Europe was wiser than we were. They almost immediately instituted an agenda they were sure would avoid killer inflation and thereby restore the economy. It’s sometimes referred to as the pain cure.

Wow. I guess that worked. Inflation in Europe is now under 1%, about the same as interest rates. Of course, it was never high enough to be a serious threat to begin with, briefly rising to 4% in 2008, so we have to wonder why they did what they did. OK, that’s Europe. How about inflation here at home. Well, so far this year it has varied from 1.63% to 2.68% in March. Skyrocketing, eh? Do we all remember the days of 12% inflation? It would seem that inflation never was a significant threat if you didn’t know better.

Of course, last year Wall Street decreed that everything was all right, and once again awarded themselves multi-million-dollar bonuses for their wise and wonderful work. So the housing market must be OK again, right?

Well, no. Optimists in Europe are saying that housing is recovering, but it will be a long and slow process. In Germany and some other countries, many people are bypassing high mortgage payments by renting. But Europe didn’t seem as bad as the US to begin with. How are we doing?

California is still a disaster area. Home values are so low that many people are “under water”, that is, they could not sell their house for what they owe on it. Of course, that doesn’t matter unless you want to sell it. Or you have to. Or you want to buy one. Mortgage lenders are not in the mood to loan, and will refuse to loan if they think the buyers’ offer is above the value of the house, even though the value of the house may have dropped by a hundred K in the past six months. The rest of the country isn’t in much better shape, and there are large swaths of some cities that are vacant. Seen the pictures of Detroit, Bulldozer City?

But surely the mortgage rates are sky high. Well, not exactly. At the moment they are a bit above 4%, which is very low. Pretty much record low. Of course, the rate doesn’t matter if banks won’t loan money.

Not so good so far, either in Europe or at home. How about unemployment? Surely the European austerity steps have had time to make a difference. Well, no. European unemployment remains stuck at record rates. It dropped to just under 10% Europe-wide this month, but rates vary from lows around 5% in countries with a strong social safety net to Spain’s resistant 18%, with youth rate at 40%.

And at home? Well, we’re about the same as before, and about the same as Europe, just under 10%, and projected to remain the same for the rest of the year. Wages are not even keeping up with inflation. Worse, many of the new jobs being created are for low wage with no bennies.

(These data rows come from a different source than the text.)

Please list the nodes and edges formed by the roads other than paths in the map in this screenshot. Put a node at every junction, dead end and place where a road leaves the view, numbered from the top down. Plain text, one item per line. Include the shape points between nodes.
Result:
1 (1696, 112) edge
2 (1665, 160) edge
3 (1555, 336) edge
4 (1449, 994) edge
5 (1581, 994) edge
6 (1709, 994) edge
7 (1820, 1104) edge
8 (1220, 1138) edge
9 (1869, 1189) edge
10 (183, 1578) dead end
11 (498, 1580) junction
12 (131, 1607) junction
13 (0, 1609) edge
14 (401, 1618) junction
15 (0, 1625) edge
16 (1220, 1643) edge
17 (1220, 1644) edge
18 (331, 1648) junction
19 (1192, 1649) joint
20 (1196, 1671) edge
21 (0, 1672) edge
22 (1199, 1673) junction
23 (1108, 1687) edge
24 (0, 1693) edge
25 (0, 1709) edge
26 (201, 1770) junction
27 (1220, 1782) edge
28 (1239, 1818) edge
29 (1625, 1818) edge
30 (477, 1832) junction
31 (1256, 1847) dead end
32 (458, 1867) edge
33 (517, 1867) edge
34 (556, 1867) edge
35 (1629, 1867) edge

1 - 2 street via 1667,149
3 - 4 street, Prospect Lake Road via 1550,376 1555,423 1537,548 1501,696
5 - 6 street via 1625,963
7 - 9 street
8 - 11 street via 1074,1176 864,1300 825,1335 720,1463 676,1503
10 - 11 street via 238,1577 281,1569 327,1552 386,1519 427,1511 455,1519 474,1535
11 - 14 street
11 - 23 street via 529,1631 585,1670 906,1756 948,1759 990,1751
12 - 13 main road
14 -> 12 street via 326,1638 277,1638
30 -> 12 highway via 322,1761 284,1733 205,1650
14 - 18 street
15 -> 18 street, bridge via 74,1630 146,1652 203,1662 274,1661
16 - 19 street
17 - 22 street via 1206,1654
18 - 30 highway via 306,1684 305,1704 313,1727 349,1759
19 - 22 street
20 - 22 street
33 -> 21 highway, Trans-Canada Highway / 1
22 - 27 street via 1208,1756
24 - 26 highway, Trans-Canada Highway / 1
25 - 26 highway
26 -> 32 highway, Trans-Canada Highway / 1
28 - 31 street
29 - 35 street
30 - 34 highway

How can we summarize all this?

In my abundant wisdom, and with the extensive assistance of my secretary Ms Google, my conclusion is that all of the pain that European Wise Persons have inflicted in order to put the economy firmly on the path to recovery have, after two years or so, failed.

But surely the steps we are taking here at home will do the job, won’t they?

Probably not, Bruce. They are pretty much the same steps the Europeans took, with the addition that the real motives of American conservatives have nothing to do with the current economic condition, and everything to do with honoring their unproven items of faith, particularly the idea that teeny government is best.

As Paul Krugman, Joseph Stiglitz, Robert Reich, and virtually all of the other actual smart guys (as opposed to people like me), have said repeatedly, the fortunes of the middle class are what determine the economic health of the nation. We are firmly on track for exactly the declining conditions we and the EU are experiencing, because the austerity programs we are instituting will do practically nothing to bring in more tax revenue. The reasons are that we are squandering vast sums on ill-advised wars, huge tax cuts for the very rich, and we allow corporations to pay no taxes at all, or a very small part of the national tax revenue. Meantime, we’re in the process of selling off all of the hard-earned good stuff that gave us three or four decades of the most vibrant economy we ever had, following WWII.

The doctor says he can’t even elicit a knee-jerk with his reflex hammer, not to mention that the patient appears to be sinking into coma. Maybe we should consider trying a different cure.